21. Mention The Different Azure Data Factory Components
Seven common Azure Data Factory components include:
- Trigger- The trigger specifies the time for executing the pipeline
- Mapping data Flow- The mapping data flow transforms the UI logic for data transformation
- Pipeline- The pipeline contains the processes, made up of activities
- Control Flow- Control flow dictates the pipeline activities execution flow
- Linked service- This dictates the connection string for pipeline activities data sources
- Activity- An activity dictates the execution step in a data factory pipeline
22. Mention The Cross-Platform Sdks Used Offered By Azure Data Factory V2
Azure data factory V2 offers four main SDKs to manage, write and monitor pipelines via select IDE. These cross-platform SDKs include PowerShell CSI, Python SDK, C# SDK, and documented REST APIs that can successfully interface with Azure Data Factory V2.
23. Mention The Different Types Of Compute Environment Supported By Azure Data Factory That Can Be Used For Activities Transform Execution
The two main types of compute environments supported by Azure data factory to be used for the execution of transform activities include:
- Self-created environments- This environment calls for the self-creation and management of the computer environment using Azure data factory.

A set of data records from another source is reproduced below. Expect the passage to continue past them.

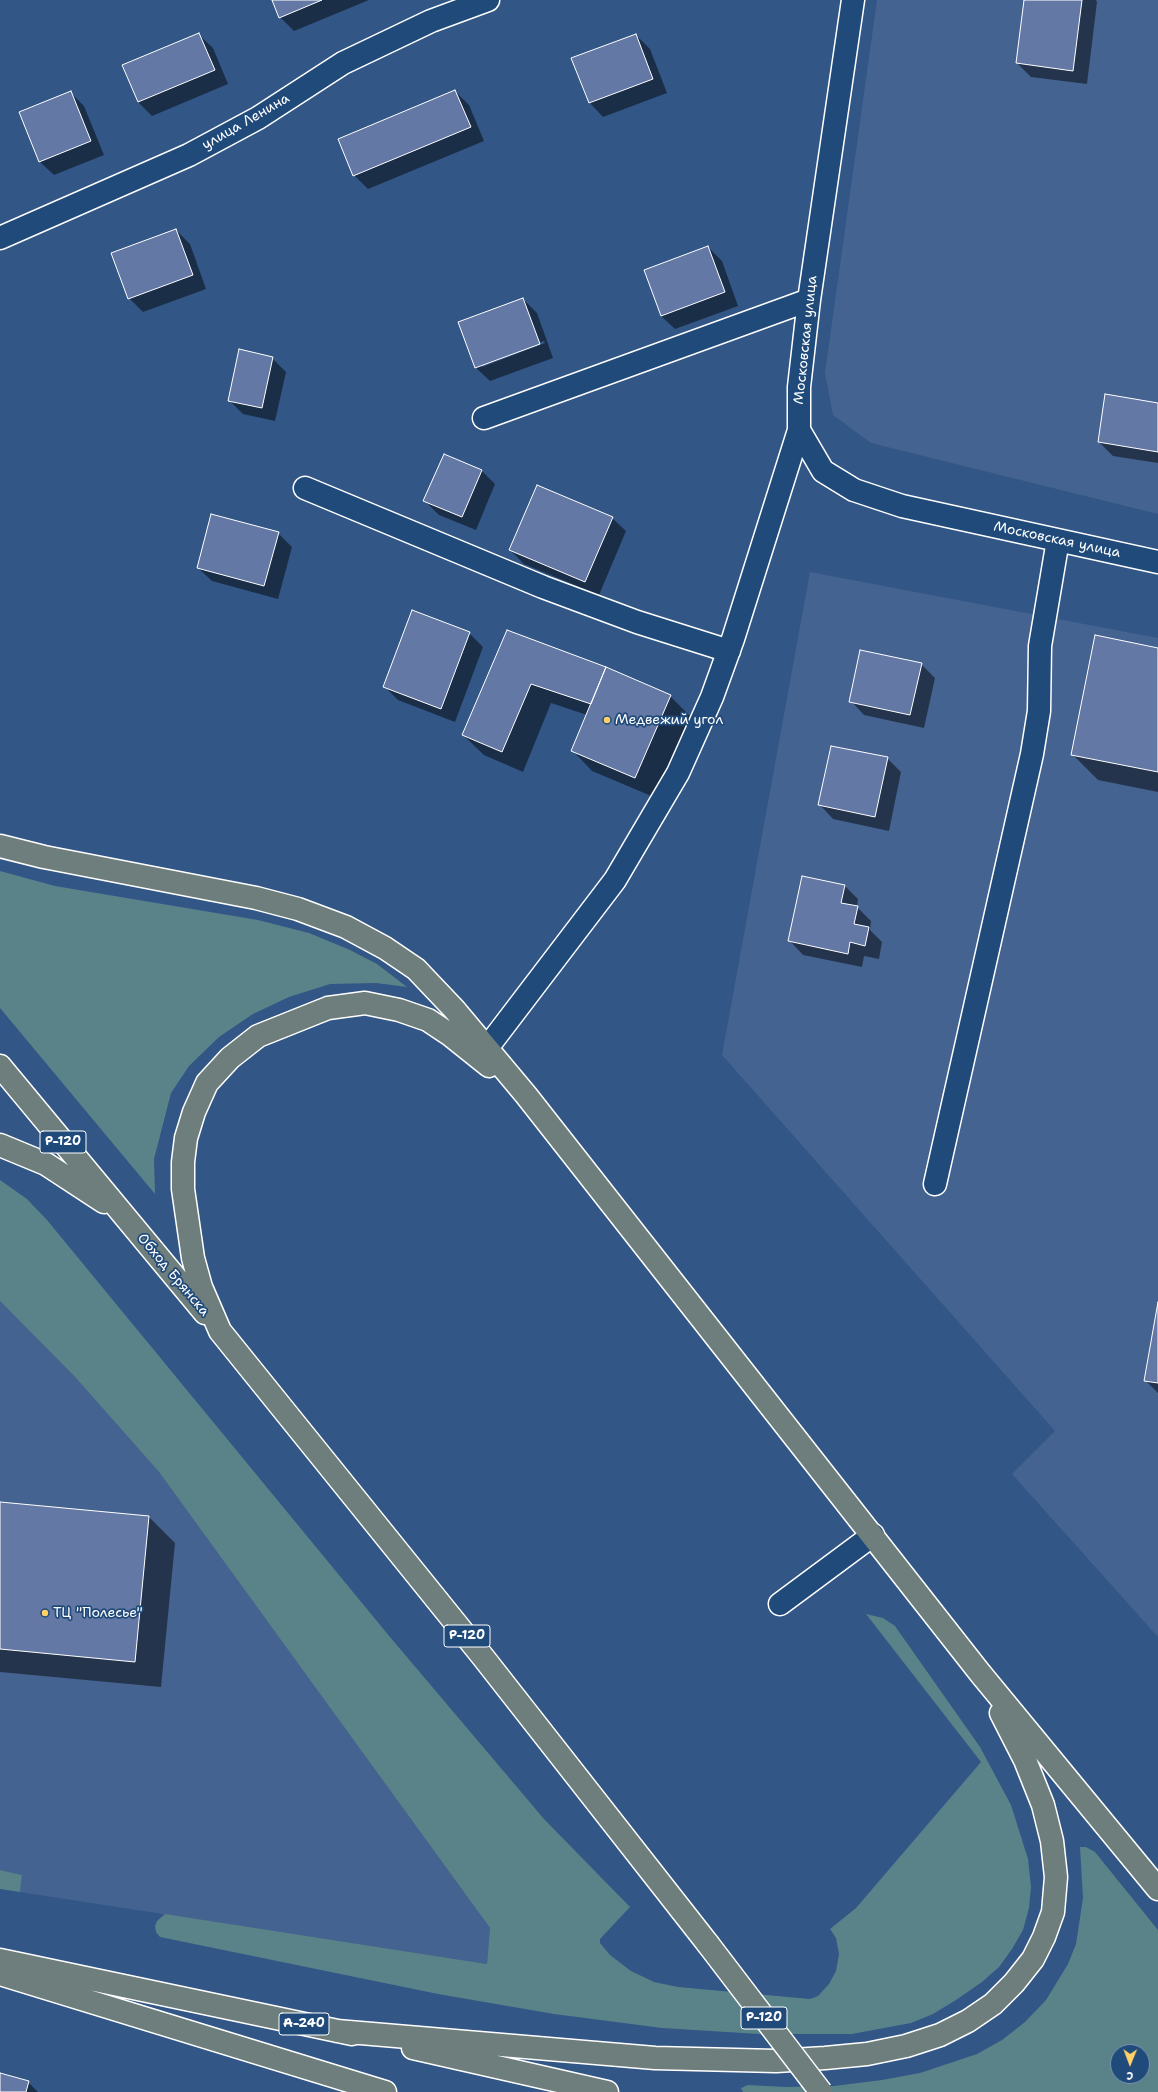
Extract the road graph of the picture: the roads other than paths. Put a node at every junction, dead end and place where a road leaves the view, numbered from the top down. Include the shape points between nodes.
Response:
1 (488, 0) edge
2 (853, 0) edge
3 (0, 238) edge
4 (809, 300) junction
5 (484, 418) dead end
6 (799, 430) junction
7 (305, 488) dead end
8 (1058, 540) junction
9 (1158, 562) edge
10 (729, 651) junction
11 (0, 846) edge
12 (487, 1048) junction
13 (0, 1066) edge
14 (526, 1095) junction
15 (0, 1145) edge
16 (936, 1184) dead end
17 (126, 1218) junction
18 (220, 1331) junction
19 (873, 1535) junction
20 (780, 1604) dead end
21 (980, 1673) junction
22 (1158, 1888) edge
23 (0, 1960) edge
24 (0, 1974) edge
25 (337, 2031) junction
26 (385, 2092) edge
27 (607, 2092) edge
28 (821, 2092) edge

1 - 3 street, улица Ленина via 431,21 343,63 258,118 189,155
2 - 4 street, Московская улица
4 - 5 street
4 - 6 street, Московская улица via 799,387
6 - 8 street, Московская улица via 823,471 854,490 902,506
6 - 10 street
7 - 10 street via 543,587 637,622
8 - 9 street, Московская улица
8 - 16 street via 1040,646 1038,711 1032,754
10 - 12 street via 712,697 678,773 615,880
11 - 12 highway via 52,859 256,898 298,909 346,927 385,948 416,969
12 - 14 highway
13 - 17 highway, Р-120
14 - 18 highway via 449,1034 428,1020 399,1010 365,1003 328,1008 258,1036 230,1058 208,1083 194,1112 186,1138 183,1189 193,1258 201,1287
14 - 19 highway
15 - 17 highway via 46,1164
17 - 18 highway, Обход Брянска / Р-120
18 - 28 highway, Р-120, bridge via 483,1657
19 - 20 street
19 - 21 highway
21 - 22 highway
21 - 25 highway via 1025,1760 1043,1805 1052,1841 1056,1877 1053,1912 1033,1959 1014,1983 968,2021 940,2035 906,2046 867,2054 776,2061 655,2058
23 - 25 highway, А-240
24 - 26 highway
25 - 27 highway, А-240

- On-demand computer environment- This is fully managed to compute environment by Azure data factory. A cluster that executes the transforming activity is created and automatically removed after completing the activity.
24. Can You Define Azure Data Factory As An ETL Tool?
Yes. Azure data factory can be defined as an ETL tool. It is, in fact, one of the best tools for ETL processes. It doesn’t need complex algorithms to simplify the data migration process. It has a data integration process that adequately combines data from several sources into a consistent data store before loading data warehouses or target systems.
25. Mention The Steps Involved In The ETL Process
Even though the ETL process stands for extract, transform, and load, it depends on the following four steps:
- Connecting and collecting- This process moves data on the cloud source data stores and on-premises stores
- Transform- This second step allows users to collect data using various computing services, including Spark and HDInsight Hadoop.
- Publish- Publish loads data into Azure SQL Database, Azure Cosmos DB, and Azure Data Warehouse.
- Monitor- Monitor is a step that supports pipeline monitoring through Log Analytics, Azure Monitor, health panels on the Azure Portal, and API and PowerShell.
These are some of the most common questions in Azure Data Factory interviews. Take some time to go through them and brainstorm some of the best answers that can impress the interviewers. Additionally, work on your grooming or first impression if you attend a physical interview. We wish you all the best and hope you will ace your upcoming interview.